PMTransformer (MOFTransformer)

This package provides a universal transfer learning model, PMTransformer (Porous Materials Transformer), which obtains the state-of-the-art performance in predicting various properties of porous materials. The PMTRansformer was pre-trainied with 1.9 million hypothetical porous materials including Metal-Organic Frameworks (MOFs), Covalent-Organic Frameworks (COFs), Porous Polymer Networks (PPNs), and zeolites. By fine-tuning the pre-trained PMTransformer, you can easily obtain machine learning models to accurately predict various properties of porous materials .

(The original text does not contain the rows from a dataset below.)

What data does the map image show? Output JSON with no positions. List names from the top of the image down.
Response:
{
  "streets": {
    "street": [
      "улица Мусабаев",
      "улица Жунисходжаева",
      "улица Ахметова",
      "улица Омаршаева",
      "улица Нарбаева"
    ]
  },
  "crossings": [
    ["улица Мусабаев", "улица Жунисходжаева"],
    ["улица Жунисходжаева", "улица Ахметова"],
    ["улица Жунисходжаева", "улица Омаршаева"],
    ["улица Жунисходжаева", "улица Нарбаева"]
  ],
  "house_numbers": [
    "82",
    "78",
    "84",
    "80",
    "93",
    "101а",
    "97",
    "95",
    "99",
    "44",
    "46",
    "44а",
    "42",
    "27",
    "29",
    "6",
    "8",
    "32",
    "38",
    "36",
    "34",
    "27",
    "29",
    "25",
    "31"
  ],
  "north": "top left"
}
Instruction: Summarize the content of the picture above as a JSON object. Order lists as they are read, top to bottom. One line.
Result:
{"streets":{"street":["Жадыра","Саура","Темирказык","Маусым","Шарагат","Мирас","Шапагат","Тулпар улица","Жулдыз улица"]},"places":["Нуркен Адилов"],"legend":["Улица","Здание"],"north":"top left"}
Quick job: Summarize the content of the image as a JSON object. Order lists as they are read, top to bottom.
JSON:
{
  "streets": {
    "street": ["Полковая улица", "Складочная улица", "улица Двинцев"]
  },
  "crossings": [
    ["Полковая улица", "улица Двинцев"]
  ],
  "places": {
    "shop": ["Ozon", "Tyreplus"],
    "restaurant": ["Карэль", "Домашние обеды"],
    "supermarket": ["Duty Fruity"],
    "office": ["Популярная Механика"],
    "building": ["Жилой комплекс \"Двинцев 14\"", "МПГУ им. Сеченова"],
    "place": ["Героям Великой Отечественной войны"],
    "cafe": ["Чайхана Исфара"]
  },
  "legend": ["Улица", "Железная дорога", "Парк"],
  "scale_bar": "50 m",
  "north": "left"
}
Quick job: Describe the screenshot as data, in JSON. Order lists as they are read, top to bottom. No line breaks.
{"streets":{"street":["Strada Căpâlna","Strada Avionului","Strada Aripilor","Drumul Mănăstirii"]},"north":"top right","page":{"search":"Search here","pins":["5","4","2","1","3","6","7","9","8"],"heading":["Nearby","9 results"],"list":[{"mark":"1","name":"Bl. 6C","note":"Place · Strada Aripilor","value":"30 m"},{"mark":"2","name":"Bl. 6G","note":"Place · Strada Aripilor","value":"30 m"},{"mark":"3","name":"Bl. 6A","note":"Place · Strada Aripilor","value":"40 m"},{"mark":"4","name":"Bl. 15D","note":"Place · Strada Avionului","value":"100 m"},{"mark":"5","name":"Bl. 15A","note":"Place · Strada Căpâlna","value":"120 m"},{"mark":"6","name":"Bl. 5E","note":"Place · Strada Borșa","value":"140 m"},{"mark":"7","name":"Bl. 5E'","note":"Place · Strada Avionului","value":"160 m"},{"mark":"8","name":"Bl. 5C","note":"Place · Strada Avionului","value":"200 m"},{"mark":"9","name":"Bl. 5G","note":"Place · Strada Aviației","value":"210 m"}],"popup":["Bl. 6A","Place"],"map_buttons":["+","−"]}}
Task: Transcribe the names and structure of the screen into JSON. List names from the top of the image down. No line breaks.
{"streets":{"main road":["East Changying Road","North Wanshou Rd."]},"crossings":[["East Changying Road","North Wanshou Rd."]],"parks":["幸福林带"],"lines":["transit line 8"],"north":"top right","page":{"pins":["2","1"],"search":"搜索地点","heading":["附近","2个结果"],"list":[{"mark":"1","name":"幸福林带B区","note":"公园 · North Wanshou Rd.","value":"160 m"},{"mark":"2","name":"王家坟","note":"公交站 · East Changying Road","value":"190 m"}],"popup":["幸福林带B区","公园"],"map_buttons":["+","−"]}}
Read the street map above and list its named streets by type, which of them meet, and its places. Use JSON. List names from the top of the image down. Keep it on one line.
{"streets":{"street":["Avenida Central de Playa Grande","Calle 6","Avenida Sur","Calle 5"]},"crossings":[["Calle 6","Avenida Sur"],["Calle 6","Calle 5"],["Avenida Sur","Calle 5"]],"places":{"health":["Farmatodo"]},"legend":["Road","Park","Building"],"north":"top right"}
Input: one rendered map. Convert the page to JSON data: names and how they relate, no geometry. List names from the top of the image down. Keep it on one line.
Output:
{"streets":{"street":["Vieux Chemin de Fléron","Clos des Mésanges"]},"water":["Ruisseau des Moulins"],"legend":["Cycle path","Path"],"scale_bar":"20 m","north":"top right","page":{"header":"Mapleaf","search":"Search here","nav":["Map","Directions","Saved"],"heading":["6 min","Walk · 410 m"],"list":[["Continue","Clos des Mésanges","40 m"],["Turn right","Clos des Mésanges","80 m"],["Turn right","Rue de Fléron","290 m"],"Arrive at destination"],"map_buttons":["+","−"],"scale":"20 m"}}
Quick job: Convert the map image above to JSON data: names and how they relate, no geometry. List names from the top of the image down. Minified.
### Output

NOTE: From version 2.0.0, the default pre-training model has been changed from MOFTransformer to PMTransformer, which was pre-trained with a larger dataset, containing other porous materials as well as MOFs. The PMTransformer outperforms the MOFTransformer in predicting various properties of porous materials.

Release Note

Version: 2.2.0 Now, MOFTransformer supports multi-task learning (see multi-task learning)

Install

Depedencies

NOTE: This package is primarily tested on Linux. We strongly recommend using Linux for the installation.

python>=3.8

Given that MOFTransformer is based on pytorch, please install pytorch (>= 1.12.0) according to your environments.

Installation using PIP

$ pip install moftransformer

Download the pretrained models (ckpt file)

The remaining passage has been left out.